WASHINGTON — In the summer of 2016, drug overdose deaths in Baltimore were exploding and health commissioner Dr. Leana Wen told federal Drug Enforcement Administration officials the city needed real-time data to better manage its public health response.
Four months later, the DEA’s Washington/Baltimore High Intensity Drug Trafficking Area (HIDTA) team had developed a smartphone application that could be used by first responders to record the time and location of overdoses and transmit the information to a regional mapping database.
Today, that tool, known as ODMAP, is used by more than 250 law enforcement, first responder and public health agencies in 27 states.
In an opioid overdose epidemic that killed more than 53,000 Americans last year and shows no signs of relenting, nearly every community in the nation is fortifying its public health, emergency medical and law enforcement response.
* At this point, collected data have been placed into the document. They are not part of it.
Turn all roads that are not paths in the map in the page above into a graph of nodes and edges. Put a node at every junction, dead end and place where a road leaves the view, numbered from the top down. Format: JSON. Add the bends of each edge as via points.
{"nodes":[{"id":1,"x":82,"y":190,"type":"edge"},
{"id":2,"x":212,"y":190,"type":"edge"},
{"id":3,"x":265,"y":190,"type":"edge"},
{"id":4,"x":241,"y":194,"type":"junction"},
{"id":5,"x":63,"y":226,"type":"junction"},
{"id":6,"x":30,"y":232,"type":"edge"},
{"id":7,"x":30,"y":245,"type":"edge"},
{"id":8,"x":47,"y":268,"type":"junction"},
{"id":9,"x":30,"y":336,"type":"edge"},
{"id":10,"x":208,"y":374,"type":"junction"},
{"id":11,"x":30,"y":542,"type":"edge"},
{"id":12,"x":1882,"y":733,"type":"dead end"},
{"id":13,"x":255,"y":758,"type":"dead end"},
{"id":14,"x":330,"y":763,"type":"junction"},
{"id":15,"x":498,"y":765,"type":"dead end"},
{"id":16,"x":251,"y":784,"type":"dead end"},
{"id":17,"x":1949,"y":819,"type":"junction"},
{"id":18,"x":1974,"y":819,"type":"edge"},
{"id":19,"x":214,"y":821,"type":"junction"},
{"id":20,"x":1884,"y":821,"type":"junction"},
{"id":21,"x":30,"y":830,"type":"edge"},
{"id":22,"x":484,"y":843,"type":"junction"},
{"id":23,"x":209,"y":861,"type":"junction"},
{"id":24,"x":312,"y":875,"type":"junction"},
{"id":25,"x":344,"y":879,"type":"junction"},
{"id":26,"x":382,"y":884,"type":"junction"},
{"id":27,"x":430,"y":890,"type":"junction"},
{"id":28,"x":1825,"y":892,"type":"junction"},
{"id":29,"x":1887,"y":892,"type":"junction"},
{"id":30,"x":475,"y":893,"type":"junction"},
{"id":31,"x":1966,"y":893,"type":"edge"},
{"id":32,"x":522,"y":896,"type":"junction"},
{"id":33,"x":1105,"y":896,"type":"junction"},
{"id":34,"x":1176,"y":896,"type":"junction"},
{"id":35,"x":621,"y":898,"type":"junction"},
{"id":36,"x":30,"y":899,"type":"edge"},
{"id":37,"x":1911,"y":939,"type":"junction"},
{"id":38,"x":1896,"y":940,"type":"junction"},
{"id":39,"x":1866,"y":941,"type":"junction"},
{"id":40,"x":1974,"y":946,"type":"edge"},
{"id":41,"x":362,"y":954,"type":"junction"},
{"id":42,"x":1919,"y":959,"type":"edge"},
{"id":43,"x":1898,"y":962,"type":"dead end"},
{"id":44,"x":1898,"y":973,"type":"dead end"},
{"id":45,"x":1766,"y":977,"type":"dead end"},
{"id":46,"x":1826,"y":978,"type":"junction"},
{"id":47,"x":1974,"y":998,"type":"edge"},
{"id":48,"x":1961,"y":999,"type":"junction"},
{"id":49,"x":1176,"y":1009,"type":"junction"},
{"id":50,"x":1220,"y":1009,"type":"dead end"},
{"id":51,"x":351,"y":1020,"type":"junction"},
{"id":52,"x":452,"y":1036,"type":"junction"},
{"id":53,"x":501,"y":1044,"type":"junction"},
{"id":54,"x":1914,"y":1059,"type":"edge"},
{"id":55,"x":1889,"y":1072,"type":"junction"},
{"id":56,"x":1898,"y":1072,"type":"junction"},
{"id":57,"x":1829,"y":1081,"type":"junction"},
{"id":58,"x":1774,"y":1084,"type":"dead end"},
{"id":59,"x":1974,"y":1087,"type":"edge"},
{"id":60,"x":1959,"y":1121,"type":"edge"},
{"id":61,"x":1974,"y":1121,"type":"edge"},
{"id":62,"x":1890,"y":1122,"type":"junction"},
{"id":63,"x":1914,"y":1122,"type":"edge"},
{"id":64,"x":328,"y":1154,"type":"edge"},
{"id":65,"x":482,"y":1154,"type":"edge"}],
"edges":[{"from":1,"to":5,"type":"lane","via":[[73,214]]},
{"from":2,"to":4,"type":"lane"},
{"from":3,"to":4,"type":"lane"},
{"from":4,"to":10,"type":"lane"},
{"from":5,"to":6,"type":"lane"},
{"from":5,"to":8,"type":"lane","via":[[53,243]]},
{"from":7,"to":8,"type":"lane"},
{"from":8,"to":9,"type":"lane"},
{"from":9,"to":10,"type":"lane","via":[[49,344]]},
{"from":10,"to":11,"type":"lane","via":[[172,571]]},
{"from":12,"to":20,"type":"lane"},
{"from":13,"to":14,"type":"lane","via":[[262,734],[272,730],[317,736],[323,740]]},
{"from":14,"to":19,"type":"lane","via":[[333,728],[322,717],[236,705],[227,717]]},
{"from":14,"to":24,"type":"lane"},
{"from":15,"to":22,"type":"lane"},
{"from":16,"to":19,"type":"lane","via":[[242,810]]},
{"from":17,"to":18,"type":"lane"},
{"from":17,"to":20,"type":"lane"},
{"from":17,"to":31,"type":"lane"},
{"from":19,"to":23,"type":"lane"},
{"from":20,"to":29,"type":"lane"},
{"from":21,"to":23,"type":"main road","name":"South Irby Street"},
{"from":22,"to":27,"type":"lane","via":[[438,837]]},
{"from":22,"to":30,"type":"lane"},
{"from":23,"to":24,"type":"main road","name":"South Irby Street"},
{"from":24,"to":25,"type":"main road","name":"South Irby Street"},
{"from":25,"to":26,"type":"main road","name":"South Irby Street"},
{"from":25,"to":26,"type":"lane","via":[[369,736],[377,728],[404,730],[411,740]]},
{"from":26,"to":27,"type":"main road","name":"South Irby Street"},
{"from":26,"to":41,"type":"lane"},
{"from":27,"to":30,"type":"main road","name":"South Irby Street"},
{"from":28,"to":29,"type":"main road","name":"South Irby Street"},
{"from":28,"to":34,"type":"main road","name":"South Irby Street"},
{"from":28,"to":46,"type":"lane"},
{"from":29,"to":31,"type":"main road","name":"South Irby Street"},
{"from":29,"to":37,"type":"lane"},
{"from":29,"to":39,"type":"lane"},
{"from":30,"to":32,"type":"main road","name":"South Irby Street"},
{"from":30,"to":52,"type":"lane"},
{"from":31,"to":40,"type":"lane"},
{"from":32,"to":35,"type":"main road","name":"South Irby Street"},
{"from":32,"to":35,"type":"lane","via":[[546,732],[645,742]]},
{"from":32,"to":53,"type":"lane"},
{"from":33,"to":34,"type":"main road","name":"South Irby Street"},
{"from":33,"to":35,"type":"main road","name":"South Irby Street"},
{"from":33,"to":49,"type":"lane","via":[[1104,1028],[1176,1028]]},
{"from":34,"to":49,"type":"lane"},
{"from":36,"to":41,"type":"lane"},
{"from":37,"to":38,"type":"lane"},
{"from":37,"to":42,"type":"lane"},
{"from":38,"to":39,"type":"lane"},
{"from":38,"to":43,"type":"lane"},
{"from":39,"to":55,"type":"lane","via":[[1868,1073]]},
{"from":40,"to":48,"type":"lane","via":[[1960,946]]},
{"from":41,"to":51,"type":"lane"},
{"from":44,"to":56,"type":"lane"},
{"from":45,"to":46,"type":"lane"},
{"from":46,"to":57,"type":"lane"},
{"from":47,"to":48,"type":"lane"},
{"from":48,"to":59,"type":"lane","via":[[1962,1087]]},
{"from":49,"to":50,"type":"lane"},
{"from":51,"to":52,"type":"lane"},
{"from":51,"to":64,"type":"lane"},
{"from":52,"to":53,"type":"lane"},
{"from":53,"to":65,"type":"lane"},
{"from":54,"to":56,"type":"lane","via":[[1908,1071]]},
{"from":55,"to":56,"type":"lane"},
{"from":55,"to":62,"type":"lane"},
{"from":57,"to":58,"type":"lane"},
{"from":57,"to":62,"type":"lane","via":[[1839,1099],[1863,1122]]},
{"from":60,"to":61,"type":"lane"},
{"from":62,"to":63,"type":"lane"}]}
But with limited resources, it’s essential to target efforts where they are needed most, said Washington/Baltimore HIDTA deputy director Jeff Beeson.
Since the epidemic began, a few cities and states have begun collecting data on drug seizures, arrests, overdose deaths and other collateral effects of the opioid epidemic.
Indiana, for example, is working on a statewide, multi-agency database that includes information on pharmacy robberies, overdose-related ambulance calls and the use of the opioid overdose antidote naloxone. Alaska, Arizona, Florida, Maryland, Massachusetts, Minnesota and Virginia have declared the opioid epidemic a state of emergency, in part to enable better information sharing among agencies.
But few states are sharing data with other states. And there has been no consistent, timely nationwide data available on drug overdoses. The U.S. Centers for Disease Control and Prevention compiles overdose death data from state death certificates, but the information is published only once a year and is more than a year old.
According to Beeson, ODMAP is the only tool designed to track drug overdoses by location, as they happen. And the resulting database is the first to support a nationwide map.
The more states and counties start using the free application, he said, the better it will become at analyzing how overdoses move from one neighborhood, county or state to another.